*WORK REQUIRED*
If a line in the records below contains the word "Nodes", return that line.

[Stored data entries]
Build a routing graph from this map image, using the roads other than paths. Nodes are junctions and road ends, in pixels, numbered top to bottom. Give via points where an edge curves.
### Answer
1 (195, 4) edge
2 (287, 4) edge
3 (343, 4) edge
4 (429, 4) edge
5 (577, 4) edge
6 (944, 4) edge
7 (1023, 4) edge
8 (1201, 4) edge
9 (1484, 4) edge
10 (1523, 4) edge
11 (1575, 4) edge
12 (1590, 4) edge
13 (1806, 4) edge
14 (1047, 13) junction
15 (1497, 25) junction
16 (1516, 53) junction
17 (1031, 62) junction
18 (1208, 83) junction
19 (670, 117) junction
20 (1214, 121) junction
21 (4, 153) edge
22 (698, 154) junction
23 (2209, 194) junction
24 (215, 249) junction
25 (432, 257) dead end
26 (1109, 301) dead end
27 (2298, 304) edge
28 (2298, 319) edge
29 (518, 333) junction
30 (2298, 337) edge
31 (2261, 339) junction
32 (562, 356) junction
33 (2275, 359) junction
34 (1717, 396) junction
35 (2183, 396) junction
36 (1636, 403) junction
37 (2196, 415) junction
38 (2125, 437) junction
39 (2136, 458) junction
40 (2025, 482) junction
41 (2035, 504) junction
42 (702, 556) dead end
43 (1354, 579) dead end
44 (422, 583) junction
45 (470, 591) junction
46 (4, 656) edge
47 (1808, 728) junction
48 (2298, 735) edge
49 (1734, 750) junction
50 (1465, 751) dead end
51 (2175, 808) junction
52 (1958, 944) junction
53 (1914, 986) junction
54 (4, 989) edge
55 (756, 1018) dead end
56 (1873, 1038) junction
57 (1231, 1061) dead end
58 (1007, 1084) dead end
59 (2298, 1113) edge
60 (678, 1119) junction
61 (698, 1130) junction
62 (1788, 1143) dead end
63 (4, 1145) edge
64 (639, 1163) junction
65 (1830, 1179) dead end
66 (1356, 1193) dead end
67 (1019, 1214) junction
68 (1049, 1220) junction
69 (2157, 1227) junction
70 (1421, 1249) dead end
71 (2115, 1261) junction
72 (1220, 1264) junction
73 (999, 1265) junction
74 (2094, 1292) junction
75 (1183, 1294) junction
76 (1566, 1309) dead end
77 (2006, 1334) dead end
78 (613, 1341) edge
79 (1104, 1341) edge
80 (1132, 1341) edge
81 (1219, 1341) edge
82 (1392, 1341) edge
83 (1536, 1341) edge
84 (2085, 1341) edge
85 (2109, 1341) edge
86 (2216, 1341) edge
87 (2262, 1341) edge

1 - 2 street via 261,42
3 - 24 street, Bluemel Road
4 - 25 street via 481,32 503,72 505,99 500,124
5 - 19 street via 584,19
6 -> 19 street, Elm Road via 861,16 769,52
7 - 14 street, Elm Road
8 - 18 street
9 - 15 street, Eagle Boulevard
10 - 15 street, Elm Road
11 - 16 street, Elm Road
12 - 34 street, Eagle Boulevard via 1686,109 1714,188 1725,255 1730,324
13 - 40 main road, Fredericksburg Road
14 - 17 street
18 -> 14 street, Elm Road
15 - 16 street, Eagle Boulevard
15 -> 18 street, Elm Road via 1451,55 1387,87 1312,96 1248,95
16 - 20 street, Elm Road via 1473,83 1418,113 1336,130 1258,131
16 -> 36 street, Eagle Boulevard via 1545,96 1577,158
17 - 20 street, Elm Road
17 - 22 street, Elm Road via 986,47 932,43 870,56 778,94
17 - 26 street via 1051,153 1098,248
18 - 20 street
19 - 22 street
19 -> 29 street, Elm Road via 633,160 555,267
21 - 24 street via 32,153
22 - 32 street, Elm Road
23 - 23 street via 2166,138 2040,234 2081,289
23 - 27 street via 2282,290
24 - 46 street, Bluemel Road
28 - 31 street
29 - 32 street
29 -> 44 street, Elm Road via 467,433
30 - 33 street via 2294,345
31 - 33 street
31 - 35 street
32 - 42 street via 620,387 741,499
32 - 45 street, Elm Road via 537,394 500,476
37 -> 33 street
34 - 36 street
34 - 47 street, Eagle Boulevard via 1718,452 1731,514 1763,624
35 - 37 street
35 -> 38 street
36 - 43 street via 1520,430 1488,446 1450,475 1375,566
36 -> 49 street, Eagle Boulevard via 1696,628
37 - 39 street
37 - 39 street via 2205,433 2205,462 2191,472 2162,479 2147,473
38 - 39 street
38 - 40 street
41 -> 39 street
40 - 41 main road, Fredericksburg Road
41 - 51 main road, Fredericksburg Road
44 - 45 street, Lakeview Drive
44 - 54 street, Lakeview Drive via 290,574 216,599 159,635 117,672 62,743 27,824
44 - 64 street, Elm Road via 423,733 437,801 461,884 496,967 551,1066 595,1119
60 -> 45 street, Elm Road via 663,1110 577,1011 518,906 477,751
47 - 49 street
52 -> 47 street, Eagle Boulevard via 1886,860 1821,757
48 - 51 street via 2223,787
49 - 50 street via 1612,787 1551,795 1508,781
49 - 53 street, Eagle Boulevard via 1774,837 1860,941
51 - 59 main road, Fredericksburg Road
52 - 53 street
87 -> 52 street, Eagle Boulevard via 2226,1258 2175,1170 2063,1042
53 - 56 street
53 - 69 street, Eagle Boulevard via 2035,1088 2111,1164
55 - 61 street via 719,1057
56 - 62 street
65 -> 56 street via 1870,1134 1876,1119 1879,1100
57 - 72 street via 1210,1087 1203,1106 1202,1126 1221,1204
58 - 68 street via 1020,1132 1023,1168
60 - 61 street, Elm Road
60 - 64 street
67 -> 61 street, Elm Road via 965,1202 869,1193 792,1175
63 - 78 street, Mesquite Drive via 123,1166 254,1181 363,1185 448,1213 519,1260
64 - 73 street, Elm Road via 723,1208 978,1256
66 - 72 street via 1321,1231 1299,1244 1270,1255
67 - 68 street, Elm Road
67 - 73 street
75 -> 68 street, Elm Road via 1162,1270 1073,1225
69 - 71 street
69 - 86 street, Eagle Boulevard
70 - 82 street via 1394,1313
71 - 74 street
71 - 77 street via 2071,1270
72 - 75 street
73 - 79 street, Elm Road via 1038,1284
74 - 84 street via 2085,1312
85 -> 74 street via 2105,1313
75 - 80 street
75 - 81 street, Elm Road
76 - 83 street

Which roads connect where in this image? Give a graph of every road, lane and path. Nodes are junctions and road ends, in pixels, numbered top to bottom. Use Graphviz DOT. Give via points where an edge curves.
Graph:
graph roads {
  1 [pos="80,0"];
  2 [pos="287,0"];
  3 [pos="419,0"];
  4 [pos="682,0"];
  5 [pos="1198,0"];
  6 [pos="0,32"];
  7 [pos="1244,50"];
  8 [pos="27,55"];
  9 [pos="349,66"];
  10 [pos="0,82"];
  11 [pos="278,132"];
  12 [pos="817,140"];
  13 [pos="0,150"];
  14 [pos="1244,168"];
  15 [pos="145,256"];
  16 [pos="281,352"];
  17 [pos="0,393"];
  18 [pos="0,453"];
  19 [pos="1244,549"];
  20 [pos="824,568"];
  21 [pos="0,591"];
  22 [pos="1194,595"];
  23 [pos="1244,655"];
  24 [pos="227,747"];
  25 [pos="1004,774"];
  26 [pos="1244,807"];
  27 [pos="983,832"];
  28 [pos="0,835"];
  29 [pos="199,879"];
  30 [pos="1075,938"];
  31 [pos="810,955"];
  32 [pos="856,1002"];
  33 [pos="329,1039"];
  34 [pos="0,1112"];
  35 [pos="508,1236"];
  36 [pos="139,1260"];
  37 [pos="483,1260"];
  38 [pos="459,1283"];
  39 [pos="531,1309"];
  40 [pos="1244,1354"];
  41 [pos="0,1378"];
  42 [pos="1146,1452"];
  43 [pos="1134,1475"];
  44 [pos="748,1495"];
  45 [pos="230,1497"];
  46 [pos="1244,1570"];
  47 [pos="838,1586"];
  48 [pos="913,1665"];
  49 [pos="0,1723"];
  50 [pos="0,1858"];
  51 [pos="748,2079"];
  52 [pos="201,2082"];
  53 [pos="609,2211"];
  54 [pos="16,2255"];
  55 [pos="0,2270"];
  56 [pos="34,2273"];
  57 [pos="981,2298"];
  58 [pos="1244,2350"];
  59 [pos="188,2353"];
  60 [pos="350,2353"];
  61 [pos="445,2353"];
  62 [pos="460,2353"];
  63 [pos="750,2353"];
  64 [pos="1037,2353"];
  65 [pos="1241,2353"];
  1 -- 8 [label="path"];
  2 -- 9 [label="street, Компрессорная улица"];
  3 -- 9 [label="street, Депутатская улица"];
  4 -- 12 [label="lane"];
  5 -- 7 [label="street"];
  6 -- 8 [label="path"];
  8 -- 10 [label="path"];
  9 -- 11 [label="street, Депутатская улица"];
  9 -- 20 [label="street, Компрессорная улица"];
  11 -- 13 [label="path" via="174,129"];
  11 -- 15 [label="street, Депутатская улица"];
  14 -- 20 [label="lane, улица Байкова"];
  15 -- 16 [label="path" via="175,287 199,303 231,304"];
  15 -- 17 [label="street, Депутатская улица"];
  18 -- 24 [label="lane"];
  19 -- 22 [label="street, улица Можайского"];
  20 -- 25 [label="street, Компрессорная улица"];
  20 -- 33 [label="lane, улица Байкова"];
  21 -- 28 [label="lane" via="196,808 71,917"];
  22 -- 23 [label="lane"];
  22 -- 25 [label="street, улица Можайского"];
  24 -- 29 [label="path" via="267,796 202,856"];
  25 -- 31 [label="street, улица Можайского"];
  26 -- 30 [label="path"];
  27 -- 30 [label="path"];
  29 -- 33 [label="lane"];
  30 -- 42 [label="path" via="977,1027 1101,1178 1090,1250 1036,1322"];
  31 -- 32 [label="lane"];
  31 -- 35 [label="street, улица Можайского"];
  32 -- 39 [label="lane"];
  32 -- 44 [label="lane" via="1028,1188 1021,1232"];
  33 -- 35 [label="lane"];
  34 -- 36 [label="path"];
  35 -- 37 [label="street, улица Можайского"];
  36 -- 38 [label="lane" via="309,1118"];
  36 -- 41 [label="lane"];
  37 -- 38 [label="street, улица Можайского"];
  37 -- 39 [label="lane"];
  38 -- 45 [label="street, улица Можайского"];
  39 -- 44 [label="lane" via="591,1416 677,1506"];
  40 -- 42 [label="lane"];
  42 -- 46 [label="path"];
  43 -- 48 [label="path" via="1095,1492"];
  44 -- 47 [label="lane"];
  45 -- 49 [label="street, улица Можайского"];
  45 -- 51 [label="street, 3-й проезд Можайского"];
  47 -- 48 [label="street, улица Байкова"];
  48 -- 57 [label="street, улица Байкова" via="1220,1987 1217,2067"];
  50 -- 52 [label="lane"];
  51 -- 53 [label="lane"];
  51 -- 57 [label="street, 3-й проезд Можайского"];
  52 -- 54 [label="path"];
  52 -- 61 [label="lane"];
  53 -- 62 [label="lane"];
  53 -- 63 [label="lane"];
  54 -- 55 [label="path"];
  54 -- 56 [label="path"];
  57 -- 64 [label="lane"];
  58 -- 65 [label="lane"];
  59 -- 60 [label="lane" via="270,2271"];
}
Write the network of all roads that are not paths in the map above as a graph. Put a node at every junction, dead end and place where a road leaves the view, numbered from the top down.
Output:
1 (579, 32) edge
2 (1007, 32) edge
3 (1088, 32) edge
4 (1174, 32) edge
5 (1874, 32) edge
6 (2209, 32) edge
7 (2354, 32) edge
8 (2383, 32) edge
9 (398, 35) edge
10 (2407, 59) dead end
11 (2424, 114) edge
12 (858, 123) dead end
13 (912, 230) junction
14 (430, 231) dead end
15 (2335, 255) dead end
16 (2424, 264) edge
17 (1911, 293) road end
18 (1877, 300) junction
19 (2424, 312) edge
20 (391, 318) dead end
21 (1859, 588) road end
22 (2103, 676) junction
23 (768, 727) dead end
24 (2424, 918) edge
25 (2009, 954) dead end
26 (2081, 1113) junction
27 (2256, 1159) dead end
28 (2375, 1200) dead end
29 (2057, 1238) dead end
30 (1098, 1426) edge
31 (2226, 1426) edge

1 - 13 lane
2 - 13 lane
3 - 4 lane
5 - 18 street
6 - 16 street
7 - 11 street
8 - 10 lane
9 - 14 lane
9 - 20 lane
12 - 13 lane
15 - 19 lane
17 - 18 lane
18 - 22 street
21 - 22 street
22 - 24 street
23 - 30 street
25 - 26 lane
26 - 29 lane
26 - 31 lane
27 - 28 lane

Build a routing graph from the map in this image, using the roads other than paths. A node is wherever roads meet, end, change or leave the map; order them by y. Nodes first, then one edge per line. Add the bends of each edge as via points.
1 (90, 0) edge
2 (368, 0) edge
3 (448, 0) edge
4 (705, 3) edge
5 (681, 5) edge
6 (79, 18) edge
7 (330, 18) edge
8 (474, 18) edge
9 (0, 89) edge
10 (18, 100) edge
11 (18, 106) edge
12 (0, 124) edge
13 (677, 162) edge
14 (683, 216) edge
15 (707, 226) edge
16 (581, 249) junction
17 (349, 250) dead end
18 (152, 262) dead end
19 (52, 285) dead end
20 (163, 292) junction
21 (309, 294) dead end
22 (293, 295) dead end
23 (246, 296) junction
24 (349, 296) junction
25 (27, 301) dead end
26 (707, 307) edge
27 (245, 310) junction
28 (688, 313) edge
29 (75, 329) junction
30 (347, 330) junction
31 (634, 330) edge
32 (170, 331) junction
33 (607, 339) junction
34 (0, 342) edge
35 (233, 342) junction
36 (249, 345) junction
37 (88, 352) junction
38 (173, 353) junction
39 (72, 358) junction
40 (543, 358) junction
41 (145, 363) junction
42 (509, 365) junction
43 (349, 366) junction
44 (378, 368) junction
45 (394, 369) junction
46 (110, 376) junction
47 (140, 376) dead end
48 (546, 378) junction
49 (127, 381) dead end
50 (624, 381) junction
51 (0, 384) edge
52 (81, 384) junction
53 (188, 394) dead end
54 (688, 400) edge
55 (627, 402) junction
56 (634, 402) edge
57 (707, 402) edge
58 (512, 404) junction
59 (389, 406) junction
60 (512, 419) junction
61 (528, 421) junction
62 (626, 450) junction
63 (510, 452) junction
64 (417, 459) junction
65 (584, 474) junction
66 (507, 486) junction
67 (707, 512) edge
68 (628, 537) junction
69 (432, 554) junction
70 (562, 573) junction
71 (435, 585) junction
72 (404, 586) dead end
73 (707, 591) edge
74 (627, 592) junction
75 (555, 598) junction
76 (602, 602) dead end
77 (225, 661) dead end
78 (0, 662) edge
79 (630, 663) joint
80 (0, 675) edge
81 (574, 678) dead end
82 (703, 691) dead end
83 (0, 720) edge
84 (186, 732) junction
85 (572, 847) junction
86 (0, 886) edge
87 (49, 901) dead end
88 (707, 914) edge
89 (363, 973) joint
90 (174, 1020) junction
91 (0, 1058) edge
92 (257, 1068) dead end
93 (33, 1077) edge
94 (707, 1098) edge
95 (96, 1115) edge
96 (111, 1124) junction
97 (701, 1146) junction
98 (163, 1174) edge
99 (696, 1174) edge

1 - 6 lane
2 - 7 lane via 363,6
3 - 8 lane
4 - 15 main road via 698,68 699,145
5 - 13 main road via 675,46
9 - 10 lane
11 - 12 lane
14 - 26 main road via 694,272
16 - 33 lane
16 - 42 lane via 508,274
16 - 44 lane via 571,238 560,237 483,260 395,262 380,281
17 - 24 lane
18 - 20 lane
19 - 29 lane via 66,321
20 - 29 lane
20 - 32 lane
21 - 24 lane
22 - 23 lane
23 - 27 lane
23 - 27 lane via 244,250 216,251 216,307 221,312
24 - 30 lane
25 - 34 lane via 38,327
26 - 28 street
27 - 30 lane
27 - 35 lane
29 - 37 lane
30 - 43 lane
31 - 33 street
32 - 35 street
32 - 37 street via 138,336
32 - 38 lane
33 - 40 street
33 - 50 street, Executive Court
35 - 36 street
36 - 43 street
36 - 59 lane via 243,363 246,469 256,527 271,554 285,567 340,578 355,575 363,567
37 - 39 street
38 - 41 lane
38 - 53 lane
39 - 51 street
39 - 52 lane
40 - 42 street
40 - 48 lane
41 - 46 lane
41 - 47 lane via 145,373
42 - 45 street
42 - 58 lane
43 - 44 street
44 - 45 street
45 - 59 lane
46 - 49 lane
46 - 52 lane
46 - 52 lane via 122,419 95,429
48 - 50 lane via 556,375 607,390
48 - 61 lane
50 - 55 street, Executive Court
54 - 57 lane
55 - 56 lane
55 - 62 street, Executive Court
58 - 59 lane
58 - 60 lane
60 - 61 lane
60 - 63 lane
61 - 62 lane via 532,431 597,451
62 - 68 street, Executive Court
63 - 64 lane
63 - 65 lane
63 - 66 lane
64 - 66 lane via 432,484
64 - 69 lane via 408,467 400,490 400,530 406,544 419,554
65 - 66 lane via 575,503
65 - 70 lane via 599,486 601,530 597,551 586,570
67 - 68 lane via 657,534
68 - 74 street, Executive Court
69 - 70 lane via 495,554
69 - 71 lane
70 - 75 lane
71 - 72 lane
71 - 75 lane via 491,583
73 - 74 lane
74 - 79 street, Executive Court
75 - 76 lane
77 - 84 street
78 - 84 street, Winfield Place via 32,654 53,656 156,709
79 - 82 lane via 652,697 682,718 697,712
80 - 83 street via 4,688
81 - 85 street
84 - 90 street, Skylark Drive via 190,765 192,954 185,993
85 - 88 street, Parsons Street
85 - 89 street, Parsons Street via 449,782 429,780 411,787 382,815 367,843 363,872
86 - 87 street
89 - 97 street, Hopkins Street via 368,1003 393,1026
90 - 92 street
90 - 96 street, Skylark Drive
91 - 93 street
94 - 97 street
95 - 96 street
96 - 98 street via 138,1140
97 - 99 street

*OUTPUT*
Build a routing graph from this map image, using the roads other than paths. Nodes are junctions and road ends, in pixels, numbered top to bottom. Give via points where an edge curves.
Which roads connect where in this image? Give a graph of every road, lane and path. Nodes are junctions and road ends, in pixels, numbered top to bottom. Use Graphviz DOT. Give via points where an edge curves.
Build a routing graph from the map in this image, using the roads other than paths. A node is wherever roads meet, end, change or leave the map; order them by y. Nodes first, then one edge per line. Add the bends of each edge as via points.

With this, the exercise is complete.